Jadi Buronan Interpol, Do Kwon Akui Masih Sering Jalan ke Mall

Share :

Portalkripto.com — Interpol dilaporkan telah menerima permintaan Jaksa Korea Selatan untuk menerbitkan red notice terhadap pendiri Terraform Labs, Do Kwon. Kwon didakwa melanggar aturan pasar modal Korea Selatan terkait ambruknya ekosistem Terra.

Menurut laporan Bloomberg, Jaksa Korea Selatan mengatakan red notice terhadap Kwon telah resmi dirilis. Dengan demikian, pihak berwenang di seluruh dunia sekarang bisa bekerja sama untuk menemukan dan menangkap Kwon.

Red notice biasanya dikeluarkan Interpol untuk buronan internasional atas permintaan sebuah negara yang melakukan penuntutan hukum. Dengan adanya red notice, buronan tersebut dapat dicari dan ditahan sementara oleh penegak hukum di negara manapun.

Namun sampai 27 September 2022 pagi ini, nama Do Kwon belum muncul dalam daftar red notice Interpol. Dalam daftar yang berisi 7.148 nama itu hanya ada satu buronan asal Korea Selatan dan itu bukan Kwon.

Di Mana Lokasi Do Kwon?

Di Twitter pada Senin, 26 September 2022 kemarin, Kwon mengatakan ia sama sekali tidak bersembunyi. Ia bahkan mengaku masih melakukan rutinitas seperti biasa, seperti berjalan-jalan ke mall, meski ia tak mengungkapkan di kota mana ia berada saat ini.
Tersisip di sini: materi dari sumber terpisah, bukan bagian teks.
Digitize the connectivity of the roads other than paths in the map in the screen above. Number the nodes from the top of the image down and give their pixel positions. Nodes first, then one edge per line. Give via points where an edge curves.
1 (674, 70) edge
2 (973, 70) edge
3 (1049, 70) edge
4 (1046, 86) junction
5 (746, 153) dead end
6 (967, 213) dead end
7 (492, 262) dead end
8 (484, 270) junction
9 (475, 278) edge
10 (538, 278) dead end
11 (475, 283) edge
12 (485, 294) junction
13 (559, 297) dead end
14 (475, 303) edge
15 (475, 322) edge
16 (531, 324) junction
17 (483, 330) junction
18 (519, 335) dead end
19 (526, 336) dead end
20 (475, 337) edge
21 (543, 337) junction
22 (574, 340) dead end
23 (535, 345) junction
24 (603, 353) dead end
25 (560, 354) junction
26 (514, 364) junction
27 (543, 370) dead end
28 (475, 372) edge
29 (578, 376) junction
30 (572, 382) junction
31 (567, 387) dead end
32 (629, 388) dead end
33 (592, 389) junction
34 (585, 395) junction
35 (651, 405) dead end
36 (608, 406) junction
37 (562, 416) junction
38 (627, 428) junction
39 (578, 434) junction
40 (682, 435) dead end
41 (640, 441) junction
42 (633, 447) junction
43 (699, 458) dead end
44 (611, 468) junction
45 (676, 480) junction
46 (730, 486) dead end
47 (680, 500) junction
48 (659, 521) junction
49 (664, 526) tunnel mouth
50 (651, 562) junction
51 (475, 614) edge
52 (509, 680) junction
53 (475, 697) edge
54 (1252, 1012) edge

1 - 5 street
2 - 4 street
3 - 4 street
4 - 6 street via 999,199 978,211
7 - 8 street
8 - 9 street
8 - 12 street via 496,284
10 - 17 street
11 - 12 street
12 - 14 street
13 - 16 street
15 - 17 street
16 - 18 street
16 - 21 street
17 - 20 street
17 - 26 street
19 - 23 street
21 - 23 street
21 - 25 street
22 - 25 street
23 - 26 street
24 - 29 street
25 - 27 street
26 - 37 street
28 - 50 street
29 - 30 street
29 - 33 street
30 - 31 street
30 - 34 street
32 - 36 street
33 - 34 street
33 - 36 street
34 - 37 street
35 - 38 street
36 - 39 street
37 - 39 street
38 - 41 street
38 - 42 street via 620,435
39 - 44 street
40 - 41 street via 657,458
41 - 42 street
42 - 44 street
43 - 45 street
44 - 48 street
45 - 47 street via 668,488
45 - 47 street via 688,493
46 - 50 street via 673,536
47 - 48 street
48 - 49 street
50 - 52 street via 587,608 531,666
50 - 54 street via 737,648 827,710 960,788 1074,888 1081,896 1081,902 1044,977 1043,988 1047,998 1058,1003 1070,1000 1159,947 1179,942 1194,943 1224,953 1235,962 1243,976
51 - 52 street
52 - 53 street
“Saya sedang menulis kode di ruang tamu saya dan tidak berusaha untuk bersembunyi. Saya pergi jalan-jalan dan ke mall dalam beberapa minggu terakhir,” kata Kwon.

Kepada satu juta followers-nya, Kwon juga menyertakan tautan situs red notice Interpol. Ia ingin menunjukkan bahwa namanya tidak tertera di dalam situs tersebut.

“Untuk sebuah dokumen pemberitahuan, tidak ada pemberitahuan apapun di dalamnya,” ujar Kwon.

Hingga hari ini, Kwon masih aktif membalas beberapa cuitan dari followers-nya.

Saat Jaksa Korea Selatan mengeluarkan surat perintah penangkapan Kwon pada 14 September 2022 lalu, Kwon dilaporkan masih berada di Singapura. Tetapi, menurut laporan Reuters, pada 17 September kemungkinan Kwon sudah tidak ada di negara itu, di hari yang sama ia mencuit di Twitter bahwa ia tidak sedang melarikan diri dari hukum.

Singapore Police Force (SPF) secara resmi mengatakan Kwon tidak lagi berada di Singapura dan red notice Interpol hanya dapat meminta penegak hukum Singapura untuk menahan Kwon jika dia berada di negara itu.

Kwon diketahui berkewarganegaraan Korea Selatan. Belum diketahui apakah Kwon memiliki kewarganegaraan ganda. Namun yang jelas, kewarganegaraan ganda di Korea Selatan umumnya tidak diizinkan dengan pengecualian tertentu.